Only the number is wanted: how many lines in the data contain "Martin"?
━━━━━ Records for this task
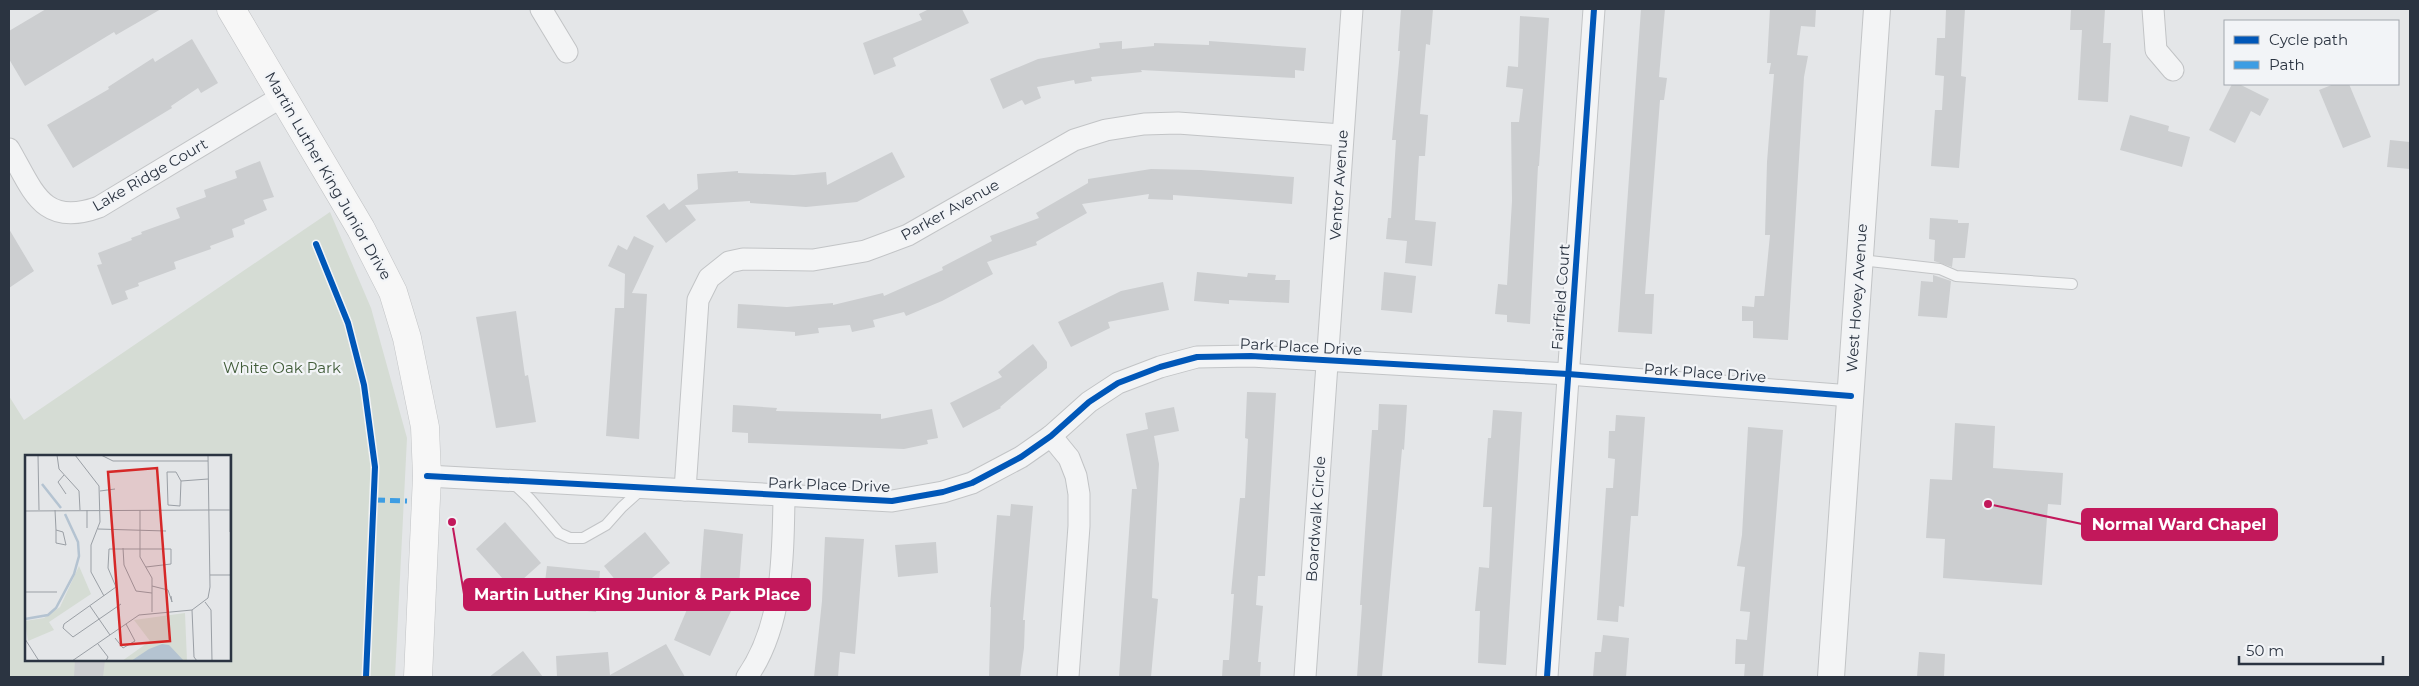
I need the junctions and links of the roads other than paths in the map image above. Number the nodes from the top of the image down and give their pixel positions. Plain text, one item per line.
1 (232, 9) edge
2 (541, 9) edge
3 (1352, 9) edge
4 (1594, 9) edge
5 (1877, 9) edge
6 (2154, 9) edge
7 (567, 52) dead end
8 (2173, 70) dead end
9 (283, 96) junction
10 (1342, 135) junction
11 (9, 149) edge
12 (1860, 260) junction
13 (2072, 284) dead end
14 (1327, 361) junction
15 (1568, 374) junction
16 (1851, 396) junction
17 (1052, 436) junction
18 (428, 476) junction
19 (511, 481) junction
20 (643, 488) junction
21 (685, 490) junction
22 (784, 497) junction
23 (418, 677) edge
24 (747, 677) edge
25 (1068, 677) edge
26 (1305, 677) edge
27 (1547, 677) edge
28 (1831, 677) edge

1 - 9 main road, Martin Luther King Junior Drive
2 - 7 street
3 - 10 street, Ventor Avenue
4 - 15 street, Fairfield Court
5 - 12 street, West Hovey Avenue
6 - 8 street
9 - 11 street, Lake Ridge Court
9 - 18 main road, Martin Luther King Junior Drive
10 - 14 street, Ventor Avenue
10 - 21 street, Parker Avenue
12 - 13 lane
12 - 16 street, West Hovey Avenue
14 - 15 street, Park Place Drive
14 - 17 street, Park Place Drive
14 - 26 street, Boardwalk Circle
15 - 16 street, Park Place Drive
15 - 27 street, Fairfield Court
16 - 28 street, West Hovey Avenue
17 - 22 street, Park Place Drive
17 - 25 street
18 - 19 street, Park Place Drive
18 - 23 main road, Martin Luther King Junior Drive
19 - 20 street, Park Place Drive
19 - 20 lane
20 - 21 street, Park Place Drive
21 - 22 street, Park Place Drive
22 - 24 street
━━━━━━━━━━
**Output below:** 3